What you return should match the data below exactly, with no pictures in it.

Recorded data

####

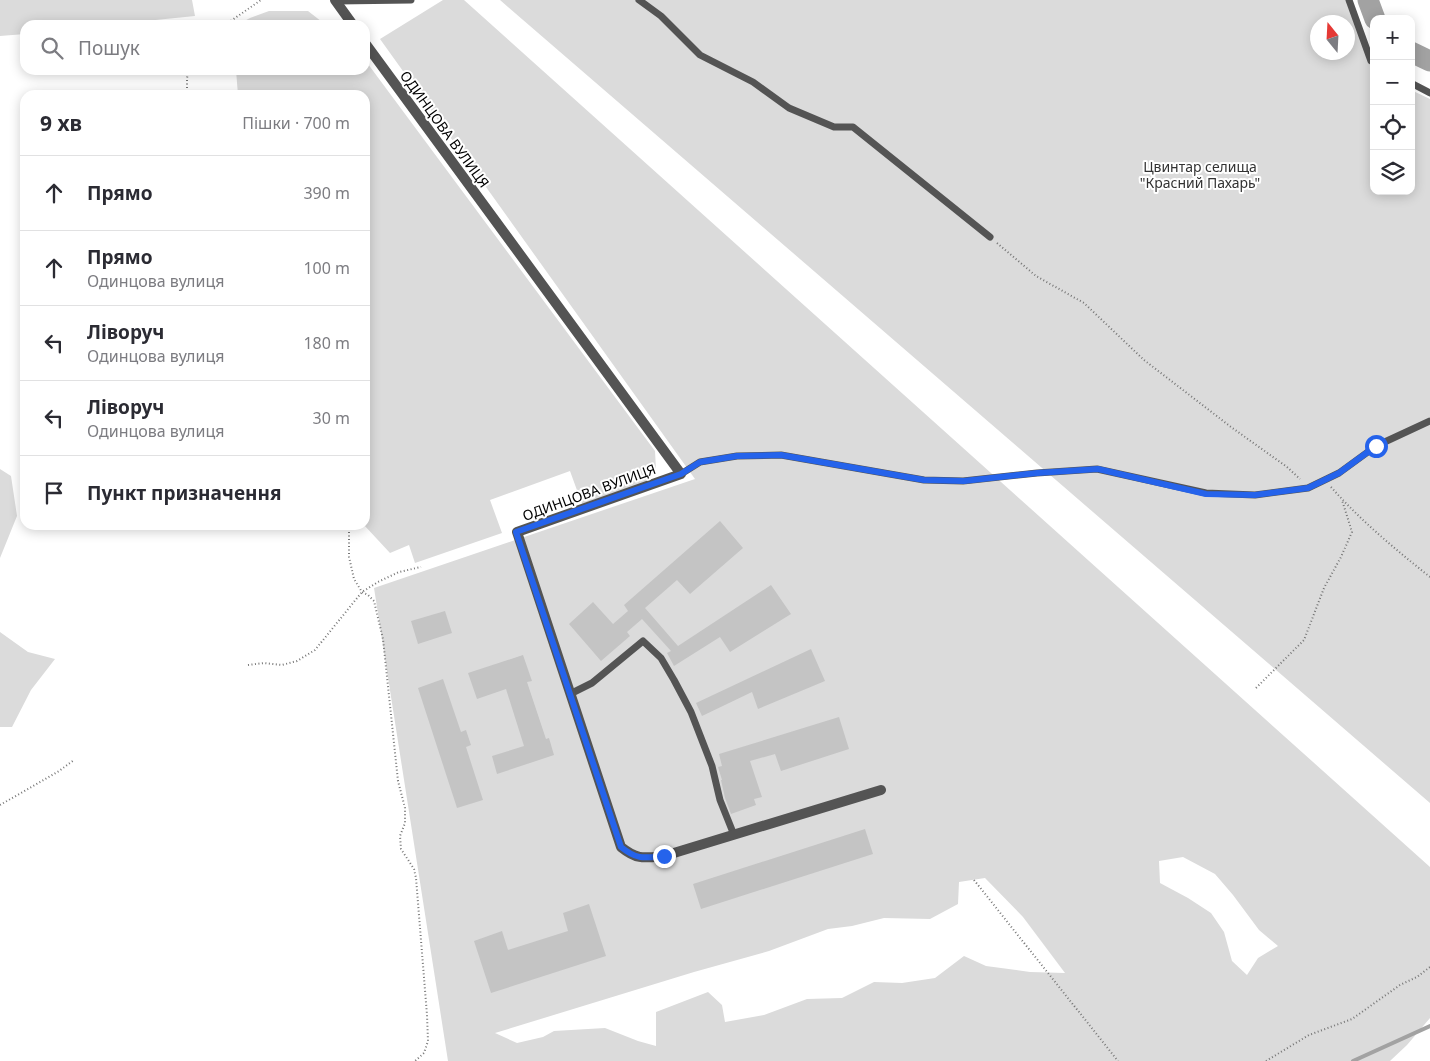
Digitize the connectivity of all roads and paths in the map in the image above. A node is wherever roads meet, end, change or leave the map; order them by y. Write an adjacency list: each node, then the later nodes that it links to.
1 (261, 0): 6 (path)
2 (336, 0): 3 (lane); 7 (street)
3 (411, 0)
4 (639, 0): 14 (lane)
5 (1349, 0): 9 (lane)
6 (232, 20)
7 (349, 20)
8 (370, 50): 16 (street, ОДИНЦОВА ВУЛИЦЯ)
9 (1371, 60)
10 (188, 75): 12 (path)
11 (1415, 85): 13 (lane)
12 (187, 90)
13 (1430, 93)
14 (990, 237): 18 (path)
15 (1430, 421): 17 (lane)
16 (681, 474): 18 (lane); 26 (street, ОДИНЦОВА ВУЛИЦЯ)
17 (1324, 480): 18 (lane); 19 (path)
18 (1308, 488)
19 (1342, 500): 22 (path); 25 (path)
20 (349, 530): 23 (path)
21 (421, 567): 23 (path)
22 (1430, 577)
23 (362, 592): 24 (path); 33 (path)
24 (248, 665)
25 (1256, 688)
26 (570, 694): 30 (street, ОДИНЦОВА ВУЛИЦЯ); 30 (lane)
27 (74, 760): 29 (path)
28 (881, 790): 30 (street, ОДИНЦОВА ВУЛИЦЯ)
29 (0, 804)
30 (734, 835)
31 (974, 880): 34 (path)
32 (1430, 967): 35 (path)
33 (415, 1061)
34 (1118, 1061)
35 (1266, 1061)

####

(Answer area):
Digitize the connectivity of all roads and paths in the map in the image above. A node is wherever roads meet, end, change or leave the map; order them by y. Write an adjacency list: each node, then the later nodes that it links to.
1 (261, 0): 6 (path)
2 (336, 0): 3 (lane); 7 (street)
3 (411, 0)
4 (639, 0): 14 (lane)
5 (1349, 0): 9 (lane)
6 (232, 20)
7 (349, 20)
8 (370, 50): 16 (street, ОДИНЦОВА ВУЛИЦЯ)
9 (1371, 60)
10 (188, 75): 12 (path)
11 (1415, 85): 13 (lane)
12 (187, 90)
13 (1430, 93)
14 (990, 237): 18 (path)
15 (1430, 421): 17 (lane)
16 (681, 474): 18 (lane); 26 (street, ОДИНЦОВА ВУЛИЦЯ)
17 (1324, 480): 18 (lane); 19 (path)
18 (1308, 488)
19 (1342, 500): 22 (path); 25 (path)
20 (349, 530): 23 (path)
21 (421, 567): 23 (path)
22 (1430, 577)
23 (362, 592): 24 (path); 33 (path)
24 (248, 665)
25 (1256, 688)
26 (570, 694): 30 (street, ОДИНЦОВА ВУЛИЦЯ); 30 (lane)
27 (74, 760): 29 (path)
28 (881, 790): 30 (street, ОДИНЦОВА ВУЛИЦЯ)
29 (0, 804)
30 (734, 835)
31 (974, 880): 34 (path)
32 (1430, 967): 35 (path)
33 (415, 1061)
34 (1118, 1061)
35 (1266, 1061)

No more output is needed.